[Problem to work on] The entries below contain a line with "thumb tip: (331, 82)" and a line with "pinky dip: (530, 87)". Quote exactly those two lines and all lines between them.

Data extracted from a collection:
#####

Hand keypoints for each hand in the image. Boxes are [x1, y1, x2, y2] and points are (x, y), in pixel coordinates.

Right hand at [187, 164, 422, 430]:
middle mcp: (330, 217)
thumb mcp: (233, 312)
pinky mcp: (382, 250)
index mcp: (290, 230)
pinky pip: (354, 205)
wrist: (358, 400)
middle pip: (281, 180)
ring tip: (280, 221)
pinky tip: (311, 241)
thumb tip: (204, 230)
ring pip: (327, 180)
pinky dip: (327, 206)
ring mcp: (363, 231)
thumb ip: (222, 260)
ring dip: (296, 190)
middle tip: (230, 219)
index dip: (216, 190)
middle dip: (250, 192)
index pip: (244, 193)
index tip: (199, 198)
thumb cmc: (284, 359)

#####

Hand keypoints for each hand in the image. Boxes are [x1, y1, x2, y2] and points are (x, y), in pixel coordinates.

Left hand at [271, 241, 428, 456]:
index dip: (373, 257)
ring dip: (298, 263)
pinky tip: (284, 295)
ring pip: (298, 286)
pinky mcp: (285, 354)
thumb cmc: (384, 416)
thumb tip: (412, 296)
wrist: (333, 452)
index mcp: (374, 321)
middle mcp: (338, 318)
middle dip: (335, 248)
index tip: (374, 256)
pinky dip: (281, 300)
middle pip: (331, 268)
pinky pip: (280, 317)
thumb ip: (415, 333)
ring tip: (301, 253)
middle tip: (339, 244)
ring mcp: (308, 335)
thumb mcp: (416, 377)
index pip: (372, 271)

#####

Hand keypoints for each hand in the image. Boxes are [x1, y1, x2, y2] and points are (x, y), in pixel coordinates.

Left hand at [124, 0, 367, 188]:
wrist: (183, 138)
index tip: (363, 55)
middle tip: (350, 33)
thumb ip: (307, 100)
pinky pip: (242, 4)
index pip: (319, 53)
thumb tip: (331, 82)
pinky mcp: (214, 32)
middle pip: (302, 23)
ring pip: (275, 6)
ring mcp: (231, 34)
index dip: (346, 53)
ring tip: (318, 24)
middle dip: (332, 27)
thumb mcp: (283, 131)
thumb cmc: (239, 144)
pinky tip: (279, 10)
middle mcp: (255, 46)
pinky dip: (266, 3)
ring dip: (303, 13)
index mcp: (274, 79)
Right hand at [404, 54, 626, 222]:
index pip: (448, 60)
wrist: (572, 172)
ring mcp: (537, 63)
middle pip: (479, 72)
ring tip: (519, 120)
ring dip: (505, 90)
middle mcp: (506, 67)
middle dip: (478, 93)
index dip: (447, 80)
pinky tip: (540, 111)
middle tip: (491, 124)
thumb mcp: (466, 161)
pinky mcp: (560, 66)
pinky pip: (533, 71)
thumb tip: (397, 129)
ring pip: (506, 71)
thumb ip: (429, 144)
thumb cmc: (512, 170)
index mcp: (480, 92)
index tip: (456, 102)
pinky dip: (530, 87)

#####

[Task output]
thumb tip: (331, 82)
pinky mcp: (214, 32)
middle pip: (302, 23)
ring pip: (275, 6)
ring mcp: (231, 34)
index dip: (346, 53)
ring tip: (318, 24)
middle dip: (332, 27)
thumb mcp: (283, 131)
thumb cmc: (239, 144)
pinky tip: (279, 10)
middle mcp: (255, 46)
pinky dip: (266, 3)
ring dip: (303, 13)
index mcp: (274, 79)
Right hand at [404, 54, 626, 222]:
index pip: (448, 60)
wrist: (572, 172)
ring mcp: (537, 63)
middle pip: (479, 72)
ring tip: (519, 120)
ring dip: (505, 90)
middle mcp: (506, 67)
middle dip: (478, 93)
index dip: (447, 80)
pinky tip: (540, 111)
middle tip: (491, 124)
thumb mcp: (466, 161)
pinky mcp: (560, 66)
pinky pip: (533, 71)
thumb tip: (397, 129)
ring pip: (506, 71)
thumb ip: (429, 144)
thumb cmc: (512, 170)
index mcp: (480, 92)
index tip: (456, 102)
pinky dip: (530, 87)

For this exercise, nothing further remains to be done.